Long non-coding RNAs, or lncRNAs, play a variety of roles in cancer, where they can function as enhancer RNAs, decoys, and scaffolds, in addition to other roles in cross-talk and transcriptional regulation. One gene that has been shown to repress metastasis and tumor suppressor genes is called HOX transcript antisense intergenic RNA, commonly known as HOTAIR. This is a widely studied lncRNA that is known to interact with LSD1 and PRC2. These interactions are involved with cancer metastasis and thus present a potential therapeutic target, though drug development around this interaction would be aided by a thorough understanding of these interactions. By utilizing SHAPE, research has shown that the secondary structure of HOTAIR is a key factor in its interactions with LSD1 and PRC2.

Alzheimer’s Disease (AD) research is another area in which SHAPE is advancing therapeutic opportunity. According to the CDC, Alzheimer’s affected over 6 million Americans in 2021, and this number is expected to reach 14 million by 2060. APP, or Alzheimer precursor protein, is one of the progressors of AD. The translation of this protein is accelerated by the influx of Iron, and as a result, metal chelation is one of the therapeutic strategies for AD treatment. Research has utilized SHAPE to elucidate the structure of an RNA element that binds to an iron-responsive element (IRE), enabling the translation of APP, and thus the progression of the disease. This structural element, now mapped because of SHAPE, presents a potential therapeutic target for AD treatment.

The information provided by SHAPE is clearly instrumental in progressing our understanding of RNA biology and opening doors to drug development for widespread diseases. One remaining barrier for the researcher, however, is the burden of difficulty, time, and cost associated with approaching SHAPE.
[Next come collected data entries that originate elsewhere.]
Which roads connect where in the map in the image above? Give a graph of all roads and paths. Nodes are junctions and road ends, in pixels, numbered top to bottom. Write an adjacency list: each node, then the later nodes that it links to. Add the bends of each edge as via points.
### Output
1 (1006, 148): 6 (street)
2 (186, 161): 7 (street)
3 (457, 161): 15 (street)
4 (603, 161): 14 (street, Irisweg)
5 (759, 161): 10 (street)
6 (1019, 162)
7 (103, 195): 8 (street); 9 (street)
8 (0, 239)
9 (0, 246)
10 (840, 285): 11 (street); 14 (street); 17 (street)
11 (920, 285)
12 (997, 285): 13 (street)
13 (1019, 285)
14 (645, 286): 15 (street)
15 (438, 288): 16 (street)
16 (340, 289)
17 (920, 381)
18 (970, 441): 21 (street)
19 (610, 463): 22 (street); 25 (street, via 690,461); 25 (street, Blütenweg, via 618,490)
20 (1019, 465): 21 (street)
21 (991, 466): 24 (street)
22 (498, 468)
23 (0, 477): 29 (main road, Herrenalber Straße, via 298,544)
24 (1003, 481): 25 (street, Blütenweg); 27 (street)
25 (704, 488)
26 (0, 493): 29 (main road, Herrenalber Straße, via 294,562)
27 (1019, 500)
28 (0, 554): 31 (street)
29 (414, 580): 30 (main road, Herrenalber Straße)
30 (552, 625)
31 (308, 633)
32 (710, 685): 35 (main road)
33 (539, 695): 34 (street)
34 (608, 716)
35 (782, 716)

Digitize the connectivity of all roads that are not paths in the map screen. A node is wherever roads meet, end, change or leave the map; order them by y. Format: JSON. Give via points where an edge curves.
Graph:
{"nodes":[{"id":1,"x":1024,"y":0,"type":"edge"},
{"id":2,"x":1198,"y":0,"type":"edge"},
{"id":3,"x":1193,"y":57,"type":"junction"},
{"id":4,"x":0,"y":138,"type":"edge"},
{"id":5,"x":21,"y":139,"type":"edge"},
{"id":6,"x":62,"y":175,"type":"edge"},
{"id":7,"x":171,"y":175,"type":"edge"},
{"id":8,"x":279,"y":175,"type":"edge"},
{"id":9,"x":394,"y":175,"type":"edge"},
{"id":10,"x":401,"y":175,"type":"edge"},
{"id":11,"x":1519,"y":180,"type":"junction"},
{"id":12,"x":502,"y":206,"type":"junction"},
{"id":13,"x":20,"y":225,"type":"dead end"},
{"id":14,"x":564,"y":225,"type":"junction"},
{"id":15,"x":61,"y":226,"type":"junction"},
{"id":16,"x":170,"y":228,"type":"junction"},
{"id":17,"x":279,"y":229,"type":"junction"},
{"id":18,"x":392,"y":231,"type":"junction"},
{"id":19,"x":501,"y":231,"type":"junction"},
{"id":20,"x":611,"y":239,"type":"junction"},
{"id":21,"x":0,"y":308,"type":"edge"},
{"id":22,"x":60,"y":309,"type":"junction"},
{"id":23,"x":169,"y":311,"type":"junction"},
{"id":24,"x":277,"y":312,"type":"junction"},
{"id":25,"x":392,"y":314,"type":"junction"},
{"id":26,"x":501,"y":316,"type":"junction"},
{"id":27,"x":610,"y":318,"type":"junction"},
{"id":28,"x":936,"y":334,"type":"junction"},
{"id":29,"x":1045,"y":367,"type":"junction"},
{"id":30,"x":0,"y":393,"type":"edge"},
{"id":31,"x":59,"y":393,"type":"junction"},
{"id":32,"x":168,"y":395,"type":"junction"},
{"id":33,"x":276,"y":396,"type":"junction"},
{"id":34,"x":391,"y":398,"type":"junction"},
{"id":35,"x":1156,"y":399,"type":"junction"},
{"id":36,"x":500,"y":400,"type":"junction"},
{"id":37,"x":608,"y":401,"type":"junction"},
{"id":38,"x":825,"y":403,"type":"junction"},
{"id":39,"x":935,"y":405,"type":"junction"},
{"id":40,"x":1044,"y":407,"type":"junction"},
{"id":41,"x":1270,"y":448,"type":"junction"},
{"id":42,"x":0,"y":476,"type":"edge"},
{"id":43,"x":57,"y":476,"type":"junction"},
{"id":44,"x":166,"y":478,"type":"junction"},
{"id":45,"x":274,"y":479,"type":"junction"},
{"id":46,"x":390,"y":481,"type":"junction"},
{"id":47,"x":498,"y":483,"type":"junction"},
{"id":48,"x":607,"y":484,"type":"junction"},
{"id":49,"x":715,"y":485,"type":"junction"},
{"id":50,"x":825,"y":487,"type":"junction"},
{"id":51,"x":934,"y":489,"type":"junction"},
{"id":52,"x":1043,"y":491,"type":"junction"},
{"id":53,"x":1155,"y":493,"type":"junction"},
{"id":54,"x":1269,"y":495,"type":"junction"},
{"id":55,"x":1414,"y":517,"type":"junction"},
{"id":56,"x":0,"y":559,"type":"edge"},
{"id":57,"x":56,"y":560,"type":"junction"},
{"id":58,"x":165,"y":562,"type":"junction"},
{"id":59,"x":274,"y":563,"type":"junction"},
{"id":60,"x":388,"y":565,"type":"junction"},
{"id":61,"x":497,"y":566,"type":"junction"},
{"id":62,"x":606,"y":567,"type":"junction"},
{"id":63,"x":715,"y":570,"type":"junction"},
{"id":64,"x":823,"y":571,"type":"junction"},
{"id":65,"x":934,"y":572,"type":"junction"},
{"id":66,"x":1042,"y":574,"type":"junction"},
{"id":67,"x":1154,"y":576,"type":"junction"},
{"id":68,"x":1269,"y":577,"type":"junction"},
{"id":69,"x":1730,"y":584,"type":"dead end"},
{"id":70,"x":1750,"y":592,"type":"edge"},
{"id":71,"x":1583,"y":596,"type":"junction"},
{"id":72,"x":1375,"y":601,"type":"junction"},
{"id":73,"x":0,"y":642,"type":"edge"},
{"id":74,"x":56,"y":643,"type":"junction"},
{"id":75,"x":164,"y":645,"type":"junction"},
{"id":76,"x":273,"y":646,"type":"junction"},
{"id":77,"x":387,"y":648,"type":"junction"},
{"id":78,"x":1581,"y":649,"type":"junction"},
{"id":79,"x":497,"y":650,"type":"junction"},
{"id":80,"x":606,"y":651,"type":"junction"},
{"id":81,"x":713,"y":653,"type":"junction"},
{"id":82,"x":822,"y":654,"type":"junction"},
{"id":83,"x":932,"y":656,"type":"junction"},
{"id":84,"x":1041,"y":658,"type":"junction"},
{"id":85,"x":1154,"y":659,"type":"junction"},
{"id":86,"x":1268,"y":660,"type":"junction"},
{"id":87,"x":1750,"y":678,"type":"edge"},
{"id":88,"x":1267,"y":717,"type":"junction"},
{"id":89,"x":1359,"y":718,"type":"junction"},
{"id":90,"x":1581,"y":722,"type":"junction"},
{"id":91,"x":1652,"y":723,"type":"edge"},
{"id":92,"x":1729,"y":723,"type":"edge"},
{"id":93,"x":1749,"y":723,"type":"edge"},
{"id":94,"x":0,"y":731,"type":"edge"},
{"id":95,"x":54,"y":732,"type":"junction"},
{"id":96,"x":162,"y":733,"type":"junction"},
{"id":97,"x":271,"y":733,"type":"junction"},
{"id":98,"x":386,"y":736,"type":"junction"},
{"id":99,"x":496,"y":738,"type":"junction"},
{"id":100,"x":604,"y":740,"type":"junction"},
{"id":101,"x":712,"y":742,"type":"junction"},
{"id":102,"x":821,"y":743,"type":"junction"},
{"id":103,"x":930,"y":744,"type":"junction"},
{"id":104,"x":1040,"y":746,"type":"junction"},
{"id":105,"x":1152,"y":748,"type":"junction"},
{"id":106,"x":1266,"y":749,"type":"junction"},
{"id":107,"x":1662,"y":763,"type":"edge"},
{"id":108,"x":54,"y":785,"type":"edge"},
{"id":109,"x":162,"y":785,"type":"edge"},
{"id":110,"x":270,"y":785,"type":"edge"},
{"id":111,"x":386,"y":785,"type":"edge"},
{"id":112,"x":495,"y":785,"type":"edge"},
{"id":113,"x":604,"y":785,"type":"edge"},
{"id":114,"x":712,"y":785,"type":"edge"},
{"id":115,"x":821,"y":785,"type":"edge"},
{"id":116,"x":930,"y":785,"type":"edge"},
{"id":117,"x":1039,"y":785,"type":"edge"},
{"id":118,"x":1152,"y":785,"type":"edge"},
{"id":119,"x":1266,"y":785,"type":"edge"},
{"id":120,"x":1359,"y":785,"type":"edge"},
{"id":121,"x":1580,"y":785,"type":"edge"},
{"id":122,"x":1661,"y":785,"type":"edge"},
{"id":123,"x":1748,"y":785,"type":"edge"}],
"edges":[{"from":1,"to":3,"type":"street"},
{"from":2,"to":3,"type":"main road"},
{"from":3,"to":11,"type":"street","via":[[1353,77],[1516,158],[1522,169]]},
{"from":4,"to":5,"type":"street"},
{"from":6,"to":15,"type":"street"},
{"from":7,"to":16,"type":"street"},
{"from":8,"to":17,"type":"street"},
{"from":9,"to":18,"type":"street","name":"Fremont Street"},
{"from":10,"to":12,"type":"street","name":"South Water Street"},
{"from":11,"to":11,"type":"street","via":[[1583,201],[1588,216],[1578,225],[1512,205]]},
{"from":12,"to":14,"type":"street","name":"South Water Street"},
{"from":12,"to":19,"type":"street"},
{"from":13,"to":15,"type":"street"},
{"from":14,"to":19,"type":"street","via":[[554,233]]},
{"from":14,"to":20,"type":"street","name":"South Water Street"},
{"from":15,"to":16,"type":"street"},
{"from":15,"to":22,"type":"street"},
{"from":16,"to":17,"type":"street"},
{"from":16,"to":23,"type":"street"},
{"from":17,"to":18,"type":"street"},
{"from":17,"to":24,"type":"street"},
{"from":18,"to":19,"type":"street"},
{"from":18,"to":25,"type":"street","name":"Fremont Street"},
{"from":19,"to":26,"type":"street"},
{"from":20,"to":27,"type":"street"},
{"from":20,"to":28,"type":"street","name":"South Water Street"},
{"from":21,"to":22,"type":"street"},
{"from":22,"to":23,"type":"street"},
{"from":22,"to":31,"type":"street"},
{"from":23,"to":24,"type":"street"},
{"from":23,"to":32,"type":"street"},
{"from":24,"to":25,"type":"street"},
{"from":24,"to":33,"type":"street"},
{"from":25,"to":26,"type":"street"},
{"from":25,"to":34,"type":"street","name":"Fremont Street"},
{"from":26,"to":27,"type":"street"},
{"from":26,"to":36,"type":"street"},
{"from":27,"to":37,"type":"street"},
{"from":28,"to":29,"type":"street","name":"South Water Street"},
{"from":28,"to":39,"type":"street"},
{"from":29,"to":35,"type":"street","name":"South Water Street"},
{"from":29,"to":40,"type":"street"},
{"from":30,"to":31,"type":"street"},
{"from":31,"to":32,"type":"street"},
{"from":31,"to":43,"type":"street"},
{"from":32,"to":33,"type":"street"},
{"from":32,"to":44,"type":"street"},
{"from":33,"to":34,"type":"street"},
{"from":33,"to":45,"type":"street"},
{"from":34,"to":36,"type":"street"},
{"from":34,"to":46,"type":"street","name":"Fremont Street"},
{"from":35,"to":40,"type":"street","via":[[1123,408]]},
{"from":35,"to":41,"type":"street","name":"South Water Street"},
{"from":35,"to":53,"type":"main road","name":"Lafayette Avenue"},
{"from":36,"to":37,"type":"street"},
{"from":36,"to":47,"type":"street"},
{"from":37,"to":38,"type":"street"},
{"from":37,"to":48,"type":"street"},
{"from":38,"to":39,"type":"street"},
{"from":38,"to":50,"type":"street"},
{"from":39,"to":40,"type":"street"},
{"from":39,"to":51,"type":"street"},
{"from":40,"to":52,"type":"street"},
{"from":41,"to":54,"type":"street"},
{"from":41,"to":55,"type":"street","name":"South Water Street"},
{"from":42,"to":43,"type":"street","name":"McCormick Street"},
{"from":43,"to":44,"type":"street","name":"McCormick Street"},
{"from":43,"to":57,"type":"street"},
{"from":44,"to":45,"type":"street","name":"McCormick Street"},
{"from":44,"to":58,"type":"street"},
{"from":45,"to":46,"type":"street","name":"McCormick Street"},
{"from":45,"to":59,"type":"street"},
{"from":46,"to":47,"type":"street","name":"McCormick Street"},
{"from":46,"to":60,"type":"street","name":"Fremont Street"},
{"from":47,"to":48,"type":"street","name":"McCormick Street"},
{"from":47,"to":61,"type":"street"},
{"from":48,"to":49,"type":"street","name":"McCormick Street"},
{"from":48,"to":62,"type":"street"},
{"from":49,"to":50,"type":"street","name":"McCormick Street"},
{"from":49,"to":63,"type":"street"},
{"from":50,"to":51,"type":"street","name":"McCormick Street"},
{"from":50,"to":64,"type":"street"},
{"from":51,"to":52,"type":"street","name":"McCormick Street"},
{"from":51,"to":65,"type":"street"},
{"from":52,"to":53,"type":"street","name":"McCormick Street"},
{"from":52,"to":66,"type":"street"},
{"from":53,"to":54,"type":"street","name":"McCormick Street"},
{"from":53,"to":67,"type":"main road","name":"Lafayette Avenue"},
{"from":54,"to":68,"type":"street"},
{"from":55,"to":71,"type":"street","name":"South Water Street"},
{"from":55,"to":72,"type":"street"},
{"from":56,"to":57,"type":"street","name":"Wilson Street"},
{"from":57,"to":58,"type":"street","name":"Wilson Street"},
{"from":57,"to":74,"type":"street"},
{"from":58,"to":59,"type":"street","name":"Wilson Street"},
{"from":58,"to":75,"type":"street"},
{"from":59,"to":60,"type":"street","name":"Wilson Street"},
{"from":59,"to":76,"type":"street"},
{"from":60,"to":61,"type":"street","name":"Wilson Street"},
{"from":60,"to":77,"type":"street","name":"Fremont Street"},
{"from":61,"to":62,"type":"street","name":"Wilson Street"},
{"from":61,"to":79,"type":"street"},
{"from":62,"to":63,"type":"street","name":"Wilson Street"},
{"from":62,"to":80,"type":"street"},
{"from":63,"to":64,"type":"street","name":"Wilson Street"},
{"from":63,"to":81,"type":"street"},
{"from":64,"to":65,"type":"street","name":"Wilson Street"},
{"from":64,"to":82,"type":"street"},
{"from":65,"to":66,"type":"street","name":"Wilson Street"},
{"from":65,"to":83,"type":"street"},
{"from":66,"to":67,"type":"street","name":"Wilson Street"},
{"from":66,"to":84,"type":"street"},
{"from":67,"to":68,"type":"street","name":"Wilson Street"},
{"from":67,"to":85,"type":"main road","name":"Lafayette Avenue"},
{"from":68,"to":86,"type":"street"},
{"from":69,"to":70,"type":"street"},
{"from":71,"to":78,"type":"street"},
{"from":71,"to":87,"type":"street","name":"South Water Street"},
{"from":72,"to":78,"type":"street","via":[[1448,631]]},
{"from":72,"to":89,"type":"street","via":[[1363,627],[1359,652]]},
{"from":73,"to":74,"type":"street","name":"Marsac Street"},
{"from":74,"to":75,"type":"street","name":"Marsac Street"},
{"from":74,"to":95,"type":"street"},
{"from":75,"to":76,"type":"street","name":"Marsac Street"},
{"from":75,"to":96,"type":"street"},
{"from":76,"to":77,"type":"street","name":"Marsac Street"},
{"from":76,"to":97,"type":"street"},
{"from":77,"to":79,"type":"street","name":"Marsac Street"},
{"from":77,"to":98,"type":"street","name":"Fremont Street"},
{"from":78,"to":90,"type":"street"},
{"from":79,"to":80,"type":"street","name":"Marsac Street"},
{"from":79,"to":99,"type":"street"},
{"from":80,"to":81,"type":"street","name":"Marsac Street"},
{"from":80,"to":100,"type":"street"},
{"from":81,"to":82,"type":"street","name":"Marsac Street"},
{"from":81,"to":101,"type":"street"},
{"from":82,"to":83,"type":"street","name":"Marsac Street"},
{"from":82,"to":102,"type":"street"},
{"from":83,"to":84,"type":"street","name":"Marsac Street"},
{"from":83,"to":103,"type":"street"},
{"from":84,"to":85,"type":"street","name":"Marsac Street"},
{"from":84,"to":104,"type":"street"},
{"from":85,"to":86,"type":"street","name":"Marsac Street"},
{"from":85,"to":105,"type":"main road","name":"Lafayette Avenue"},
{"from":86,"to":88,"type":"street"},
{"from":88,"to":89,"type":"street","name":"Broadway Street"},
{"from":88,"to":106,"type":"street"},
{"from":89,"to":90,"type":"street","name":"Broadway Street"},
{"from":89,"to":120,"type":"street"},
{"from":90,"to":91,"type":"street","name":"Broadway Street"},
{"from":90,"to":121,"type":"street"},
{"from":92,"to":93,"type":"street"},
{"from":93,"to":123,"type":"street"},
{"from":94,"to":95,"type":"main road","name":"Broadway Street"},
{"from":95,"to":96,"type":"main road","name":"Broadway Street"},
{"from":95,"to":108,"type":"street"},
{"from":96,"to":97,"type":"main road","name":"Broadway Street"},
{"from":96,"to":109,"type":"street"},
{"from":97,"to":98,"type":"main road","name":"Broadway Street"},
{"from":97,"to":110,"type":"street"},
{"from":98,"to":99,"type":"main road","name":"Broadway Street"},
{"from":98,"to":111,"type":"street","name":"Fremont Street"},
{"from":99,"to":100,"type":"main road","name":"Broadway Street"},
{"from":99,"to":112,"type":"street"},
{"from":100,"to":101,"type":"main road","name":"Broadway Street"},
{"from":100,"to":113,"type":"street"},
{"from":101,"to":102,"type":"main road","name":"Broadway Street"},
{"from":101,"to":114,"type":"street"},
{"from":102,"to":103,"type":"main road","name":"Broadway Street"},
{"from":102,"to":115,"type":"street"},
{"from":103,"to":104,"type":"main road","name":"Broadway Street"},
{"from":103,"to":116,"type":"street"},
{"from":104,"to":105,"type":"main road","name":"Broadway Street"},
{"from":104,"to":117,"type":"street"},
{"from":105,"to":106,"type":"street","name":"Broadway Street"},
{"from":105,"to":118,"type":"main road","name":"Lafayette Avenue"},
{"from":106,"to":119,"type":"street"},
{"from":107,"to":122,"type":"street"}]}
While labs can perform SHAPE assays using published methods in literature, there are challenges that this approach presents. The uncertain consistency and reliability of DIY reagent preparation can introduce variability in the assay’s performance. Furthermore, there can be high barriers to entry in terms of sequencing cost. In the world of SHAPE, more is better when it comes to read depth, and as a result, sequencing costs can become astronomical when performing SHAPE experiments. And while individual SHAPE experiments themselves can be costly, to obtain ΔSHAPE data, one must run both the in cellulo and in vitro SHAPE experiments, followed by extensive bioinformatic analysis. To help researchers break through these barriers, Eclipsebio now offers a solution.

Recently, Eclipsebio performed a comprehensive SHAPE on K562 cells, a commonly used leukemia cancer cell line. The result was SHAPE db-K562, a deep sequencing database containing in cellulo, in vitro and ΔSHAPE data for all K562 transcripts. SHAPE db-K562 is delivered as a data package for a gene or genes of interest. This database enables the researcher to dive into data now, without having to prepare, optimize, perform, and analyze a SHAPE experiment of their own.

This K562 database is only the first example of Eclipsebio’s SHAPE database product family, which is going to see continued expansion. Our team committed extensive time and effort to optimize the pipeline, count and compare mutations, and produce the reactivity values that indicate the flexibility of a specific nucleotide, all of which produce data that can be translated into RNA fold diagrams.

Eclipsebio is continuously designing refined RNA technologies with the intent of accelerating research. In the case of SHAPE, Eclipse has done the heavy lifting by providing a deeply sequenced database with extensive and intricate analytics. Eclipse’s team of experts has made SHAPE data easily accessible, enabling faster breakthroughs and expediting discovery.